まったく苦悩の多い時代である。歴史上、おそらく最も経済的に恵まれている時代において、苦悩もまた同じく多いというのは、どうしてもなにか示唆的なものを感じてしまう。それは主に全体的な経済成長と、個人の幸福の相関関係についてである。

ひとは、様々な「生存とは関連のない」苦悩を抱えながら死んでいく。なにか経済的な損をした、だとか、ひとつの人間関係が上手くいかなくなった、だとか、自分のカッコ悪い姿が世界中に広まってしまった、だとか。そういった苦悩に殺され、死んでいく。実にふしぎなことだ。それらはほとんど生存には関連がないのに関わらず、ひとを死に至らしめるのだから。

そこで、今回は恐ろしくも、ひとを死に至らしめる「苦悩シリーズ」のひとつ、「じぶんらしさ」について取り上げていく。じぶんらしさについて、正直じぶんは苦悩をした記憶がないのだが、こうして世俗を泳いでいると頻繁に出会う、世俗センター試験の頻出問題である。人間に入学するためには避けてはどうしても通れない、とても重要な問題だ。

しっかりと事前に定義づけをし、本番では減点をされないように、問題文の誤読をさけられるようにしておかなければならない。「じぶんらしさ」についての理解は、人間ライフにおける配点が非常に高い。
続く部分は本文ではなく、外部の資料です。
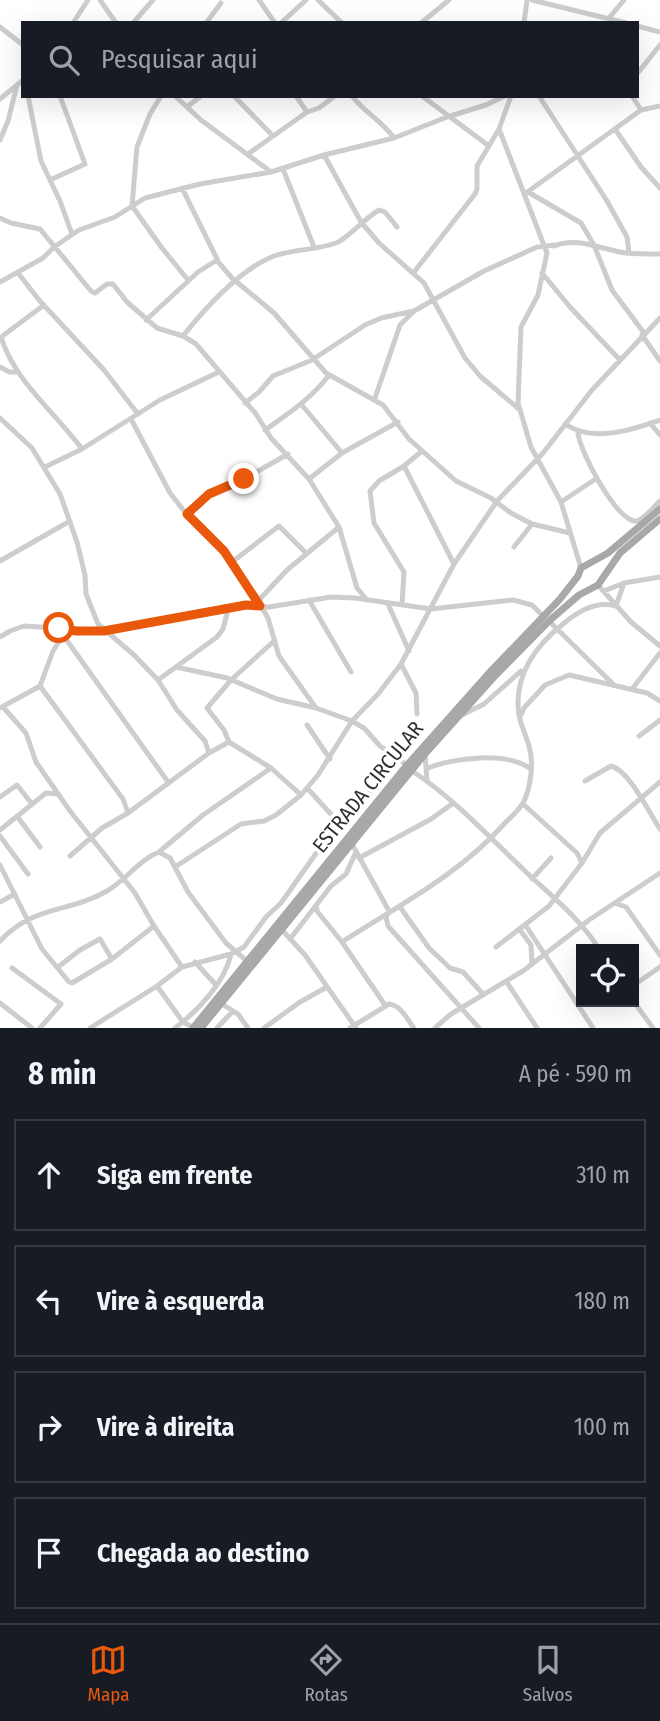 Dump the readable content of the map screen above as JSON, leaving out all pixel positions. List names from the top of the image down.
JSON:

しっかりおさえておこう。



「じぶんらしさ」とは独自性である。それは、全体の市場において「希少性が著しく高い」、もしくは「圧倒的にパワーのある」、その人間にそなわったある性質のことである。

独自性のあるものは、一般的に「価値がある」とされる。それは単に経済的な意味で言われることもあれば、単に希少性の観点、つまり「なくなったら、なんとなく勿体ないきがする」というような人類のお気持ちから発生する価値だ。ひとに置き換えて考えれば「じぶんらしいひとには価値がある」のである。

実際、この傾向は顕著であるように思う。インターネットでは「じぶんらしい人」、つまり「独自性をもった人」が経済的な富、ただそれだけにとどまらず大衆からの支持や、権力者からの支持などを得ている。

そういった事実があることにより、多くの人類には「理由はわからないけれど、なんとなく『じぶんらしさ』がなければダメなようなきがする」「じぶんらしさがないじぶんはダメなんだ」というような雰囲気が漂っているのである。よって、若者は「じぶんらしさ」が見つからないことで死ぬ。じぶんらしさがないということは、彼らにとって"理由はわからないけれど"価値がないことの証明であるからだ。

もうすこし掘り下げよう。

「じぶんらしさ」をもっと現代の人類を軸に具体的に定義してみるとどうだろう。つまり「なにが独自性であり」、「どうすれば独自性はうまれるのか」についてである。

現代の人類の99%は「お金」と「見栄」の奴隷である。彼らは「お金」と「見栄」のために生涯を費やす。お金が増えれば喜び、それが減れば悲しむ。多くのひとに対して見栄を張ることで安心し、それができなければ不安になる。つまり、現代の人類市場は「お金の取り合い」「見栄の張り合い」が99%なのである。

さて、独自性とは「全体の市場において」という前提があることは先にかいた。そして、いま話したとおり、現代の市場は99%が「お金」と「見栄」である。

そこから導き出されるのは、つまり現代における「じぶんらしさ」とは、「お金」と「見栄」という普遍的なインセンティブを人生から取り除いた後に残された、その個人特有のインセンティブである、ということだ。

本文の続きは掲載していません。